> [What this task involves] Go through the material underneath and show every line where the string "service" occurs.

> [Study material]
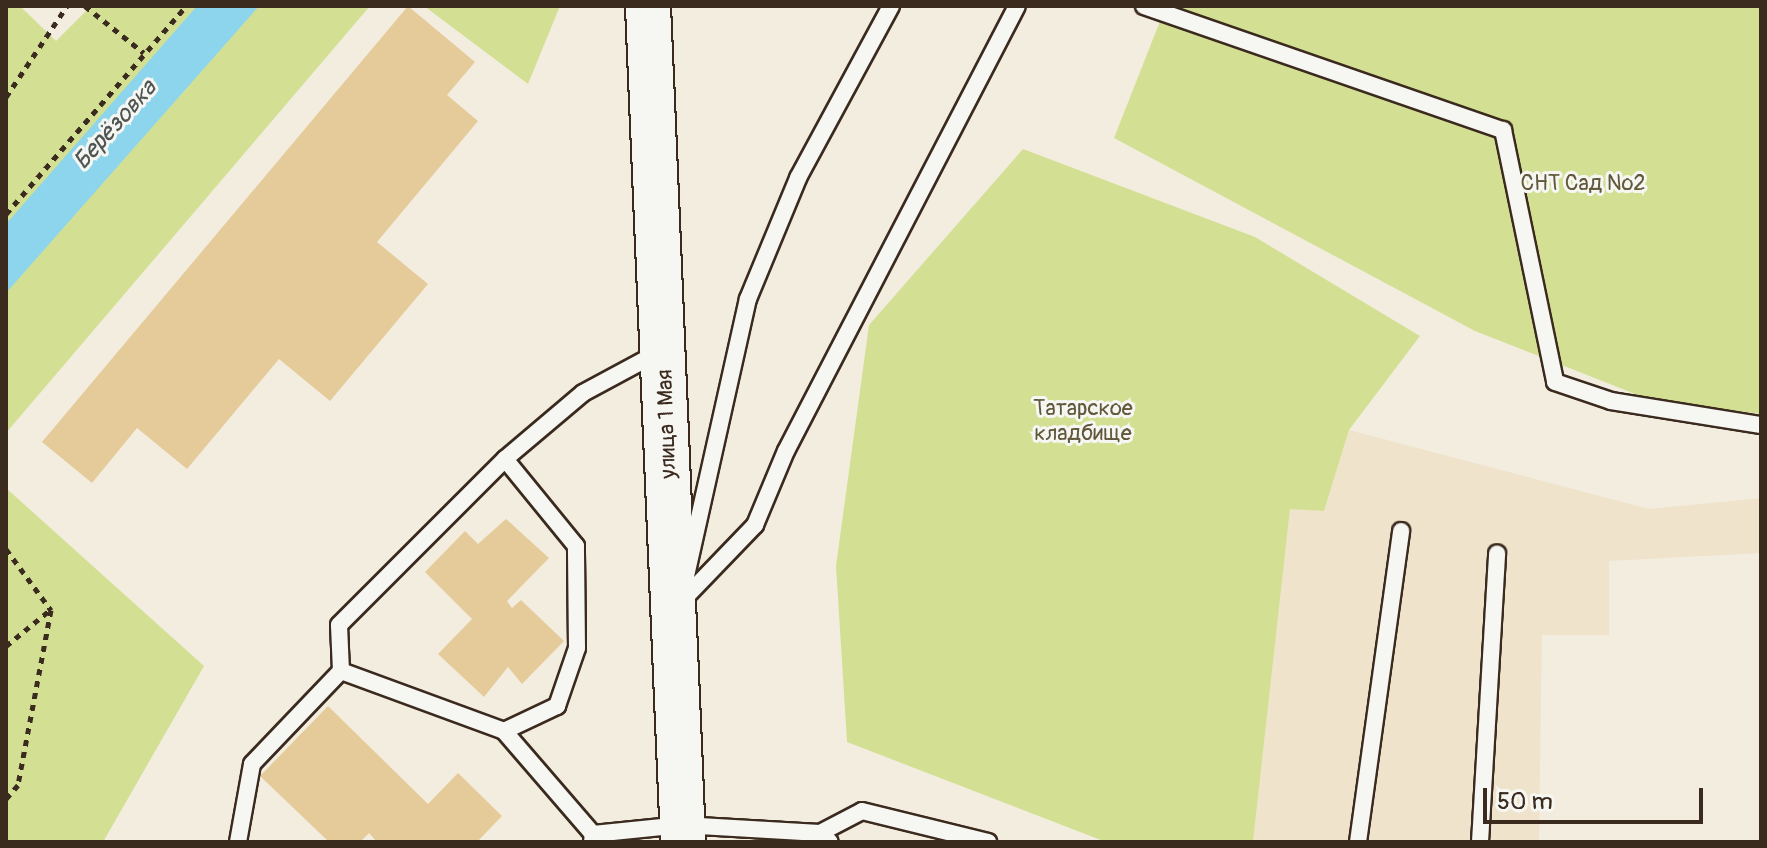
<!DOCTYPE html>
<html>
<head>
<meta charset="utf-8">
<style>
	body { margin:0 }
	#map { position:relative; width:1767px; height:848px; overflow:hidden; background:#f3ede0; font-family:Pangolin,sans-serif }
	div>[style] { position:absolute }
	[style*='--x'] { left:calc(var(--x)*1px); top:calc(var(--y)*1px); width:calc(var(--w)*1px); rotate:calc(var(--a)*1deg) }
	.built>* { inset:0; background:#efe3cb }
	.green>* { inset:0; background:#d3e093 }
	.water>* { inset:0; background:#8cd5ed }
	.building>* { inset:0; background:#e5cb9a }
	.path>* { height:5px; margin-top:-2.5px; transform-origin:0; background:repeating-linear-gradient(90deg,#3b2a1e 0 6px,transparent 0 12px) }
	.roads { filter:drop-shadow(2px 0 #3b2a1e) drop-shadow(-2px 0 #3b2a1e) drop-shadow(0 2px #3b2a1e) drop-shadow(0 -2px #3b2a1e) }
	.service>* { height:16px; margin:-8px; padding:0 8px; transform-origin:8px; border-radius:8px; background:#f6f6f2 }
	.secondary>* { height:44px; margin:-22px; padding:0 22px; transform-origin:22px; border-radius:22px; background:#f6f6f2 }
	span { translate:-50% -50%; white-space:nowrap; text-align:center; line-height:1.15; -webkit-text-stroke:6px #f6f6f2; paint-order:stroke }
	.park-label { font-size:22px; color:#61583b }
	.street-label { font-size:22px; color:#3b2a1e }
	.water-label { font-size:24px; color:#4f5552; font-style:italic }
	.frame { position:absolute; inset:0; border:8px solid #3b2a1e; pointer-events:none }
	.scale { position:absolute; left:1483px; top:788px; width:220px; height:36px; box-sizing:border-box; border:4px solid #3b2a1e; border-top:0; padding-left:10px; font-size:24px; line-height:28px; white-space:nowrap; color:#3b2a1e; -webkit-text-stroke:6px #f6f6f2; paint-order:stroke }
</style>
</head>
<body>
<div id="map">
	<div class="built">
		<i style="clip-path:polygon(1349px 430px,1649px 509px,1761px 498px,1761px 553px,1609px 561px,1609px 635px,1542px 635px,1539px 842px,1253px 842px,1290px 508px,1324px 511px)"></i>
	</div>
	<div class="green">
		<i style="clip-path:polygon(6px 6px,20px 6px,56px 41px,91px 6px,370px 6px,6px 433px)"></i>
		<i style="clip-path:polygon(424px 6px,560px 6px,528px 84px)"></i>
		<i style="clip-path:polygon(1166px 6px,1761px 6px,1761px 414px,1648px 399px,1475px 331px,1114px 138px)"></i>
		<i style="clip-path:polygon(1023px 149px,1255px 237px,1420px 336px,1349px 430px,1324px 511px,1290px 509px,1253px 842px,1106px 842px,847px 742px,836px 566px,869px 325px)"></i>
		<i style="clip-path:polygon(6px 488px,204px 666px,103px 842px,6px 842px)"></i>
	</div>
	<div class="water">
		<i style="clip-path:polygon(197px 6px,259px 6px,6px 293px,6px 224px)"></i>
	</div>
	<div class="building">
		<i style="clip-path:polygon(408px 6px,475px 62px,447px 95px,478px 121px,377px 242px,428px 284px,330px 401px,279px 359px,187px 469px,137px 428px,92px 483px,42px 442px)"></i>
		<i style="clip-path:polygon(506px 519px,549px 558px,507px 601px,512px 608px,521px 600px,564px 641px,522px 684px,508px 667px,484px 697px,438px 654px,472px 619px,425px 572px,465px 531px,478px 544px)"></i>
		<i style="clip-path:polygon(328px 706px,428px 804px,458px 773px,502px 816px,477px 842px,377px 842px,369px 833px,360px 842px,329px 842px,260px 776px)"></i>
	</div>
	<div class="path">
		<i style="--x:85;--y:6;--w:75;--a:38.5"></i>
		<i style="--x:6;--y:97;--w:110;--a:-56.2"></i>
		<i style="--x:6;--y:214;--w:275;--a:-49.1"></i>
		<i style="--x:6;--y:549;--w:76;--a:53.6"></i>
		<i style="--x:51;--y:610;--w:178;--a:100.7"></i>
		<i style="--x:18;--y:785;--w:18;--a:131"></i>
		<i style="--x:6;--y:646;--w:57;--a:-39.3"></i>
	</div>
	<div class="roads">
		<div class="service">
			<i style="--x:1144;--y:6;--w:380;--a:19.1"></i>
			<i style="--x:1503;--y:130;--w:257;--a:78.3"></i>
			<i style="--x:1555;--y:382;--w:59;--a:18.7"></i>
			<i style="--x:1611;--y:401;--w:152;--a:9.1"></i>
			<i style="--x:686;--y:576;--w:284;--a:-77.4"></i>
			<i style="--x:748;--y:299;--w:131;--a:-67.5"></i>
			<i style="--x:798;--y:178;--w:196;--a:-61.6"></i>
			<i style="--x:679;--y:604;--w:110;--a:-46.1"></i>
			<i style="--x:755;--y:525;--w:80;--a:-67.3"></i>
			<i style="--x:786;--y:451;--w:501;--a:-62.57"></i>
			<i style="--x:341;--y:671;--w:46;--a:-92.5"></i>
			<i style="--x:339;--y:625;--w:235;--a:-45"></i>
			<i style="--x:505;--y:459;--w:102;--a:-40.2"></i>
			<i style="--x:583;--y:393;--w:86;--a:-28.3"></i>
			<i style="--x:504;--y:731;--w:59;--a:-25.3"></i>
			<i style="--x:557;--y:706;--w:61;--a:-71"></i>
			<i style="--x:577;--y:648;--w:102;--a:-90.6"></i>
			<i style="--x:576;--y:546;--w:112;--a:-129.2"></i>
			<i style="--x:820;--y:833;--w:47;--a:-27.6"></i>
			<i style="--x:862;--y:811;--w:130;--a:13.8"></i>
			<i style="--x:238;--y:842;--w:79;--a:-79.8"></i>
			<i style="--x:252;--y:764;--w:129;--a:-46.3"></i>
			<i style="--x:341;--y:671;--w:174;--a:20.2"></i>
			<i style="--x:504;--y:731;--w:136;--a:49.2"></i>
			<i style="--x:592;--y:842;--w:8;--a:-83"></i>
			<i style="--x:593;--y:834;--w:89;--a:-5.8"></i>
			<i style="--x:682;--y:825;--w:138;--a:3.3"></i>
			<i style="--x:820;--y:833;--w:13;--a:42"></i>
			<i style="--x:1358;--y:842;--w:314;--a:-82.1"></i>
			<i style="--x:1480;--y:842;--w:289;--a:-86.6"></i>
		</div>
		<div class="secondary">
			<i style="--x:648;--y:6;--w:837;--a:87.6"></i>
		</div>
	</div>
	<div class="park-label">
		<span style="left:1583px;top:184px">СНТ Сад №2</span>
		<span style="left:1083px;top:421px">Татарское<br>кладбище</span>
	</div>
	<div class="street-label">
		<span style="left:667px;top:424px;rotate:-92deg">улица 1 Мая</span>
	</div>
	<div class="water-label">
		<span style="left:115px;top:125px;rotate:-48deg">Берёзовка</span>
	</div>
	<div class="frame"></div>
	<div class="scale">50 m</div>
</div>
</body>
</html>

> [Problem solution]
	.service>* { height:16px; margin:-8px; padding:0 8px; transform-origin:8px; border-radius:8px; background:#f6f6f2 }
		<div class="service">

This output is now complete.